CR – Gosto muito de uma frase do meu amigo e poeta Georgio Rios, que diz "alguns clichês são necessários". Impossível não falar das referências. O problema em meu caso é que não há muitas. Meu interesse e produção poética são recentíssimos, sempre preferindo antes as formas em prosa. Meu despertar para a poesia seguiu um rumo que é o contrário do padrão: começa-se a escrever depois de encantado com uma obra de um grande autor, e a tendência é imitar em algum grau essa referência. Eu não segui esse caminho.

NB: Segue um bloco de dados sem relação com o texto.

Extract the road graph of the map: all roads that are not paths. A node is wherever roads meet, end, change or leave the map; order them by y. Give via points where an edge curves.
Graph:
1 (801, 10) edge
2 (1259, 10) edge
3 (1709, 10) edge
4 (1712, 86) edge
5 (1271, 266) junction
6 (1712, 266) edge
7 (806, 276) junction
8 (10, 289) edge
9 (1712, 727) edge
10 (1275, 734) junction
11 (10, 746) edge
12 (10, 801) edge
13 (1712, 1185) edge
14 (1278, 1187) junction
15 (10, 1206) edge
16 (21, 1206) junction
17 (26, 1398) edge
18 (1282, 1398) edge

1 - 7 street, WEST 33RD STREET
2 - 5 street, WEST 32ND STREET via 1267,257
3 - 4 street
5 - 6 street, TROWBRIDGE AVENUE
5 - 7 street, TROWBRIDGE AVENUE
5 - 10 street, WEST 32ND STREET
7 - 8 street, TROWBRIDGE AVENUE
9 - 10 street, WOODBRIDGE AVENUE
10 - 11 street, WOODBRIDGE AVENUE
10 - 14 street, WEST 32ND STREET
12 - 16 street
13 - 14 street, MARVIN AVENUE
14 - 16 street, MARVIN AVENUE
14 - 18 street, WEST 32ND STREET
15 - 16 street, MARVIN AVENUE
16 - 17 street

Comecei a fazer poesia por conta própria, um processo meio ególatra e auto-reforçador. A escolha por não ler os grandes autores foi deliberada. Não queria de modo algum parecer com alguém, pois acredito que invariavelmente incorporamos traços do que gostamos, e em dois mil anos de poesia está cada vez mais difícil ser original. Hoje, com um mínimo de maturidade poética, faço leituras mais produtivas. Leio o que quero, me apaixono, critico. Tenho uma mente mais aberta e não-formatada. Há um sujeito, no entanto, que sempre foi uma pedra no meio do caminho, o próprio Drummond, cuja poesia sempre admirei. Leminski também foi um marco para mim. Quando descobri sua obra, mais do que encanto, me identifiquei com seus poemas, o que me encorajou bastante a continuar escrevendo o que escrevia, do modo que escrevia.

JIVM – Deixe registradas as suas impressões sobre os rumos que a sua poesia vem tomando. E o que teremos para adiante? Algum livro para ser publicado? O que mais?

CR – Percebo que tenho amadurecido a escrita. É a grande coisa que consigo perceber sobre mim mesmo. Como não sou poeta por ofício, tenho liberdade de experimentar e escrever. Porém livre-arbítrio não é palavra de ordem para mim. O que sou hoje é condição do que já vivi, e a característica da observação é o que me marca. Os rumos que minha poesia tomará depende de como a vida passará para mim e como irei absorver os eventos que virão. Acho que no fundo, entretanto, sempre vou escrever sobre a condição do homem, o enigma da (in)existência, como prefiro chamar. Deixando as especulações e impressões de lado, para 2010 planejo organizar alguns de meus poemas e enviá-los a alguma editora. Há também uma antologia de minicontos para ser publicada, com a minha participação, e pretendo finalizar um volume de contos breves. Obviamente, espero continuar escrevendo e tendo idéias. No mais, gostaria de agradecer pelo espaço e oportunidade de voz aqui no blogue. Também, não poderia deixar de lado o apoio do amigo Georgio, que acreditou no que escrevia desde os primeiros versos. E aos meus leitores deixo o agradecimento pela crítica e comentários. Obrigado a todos.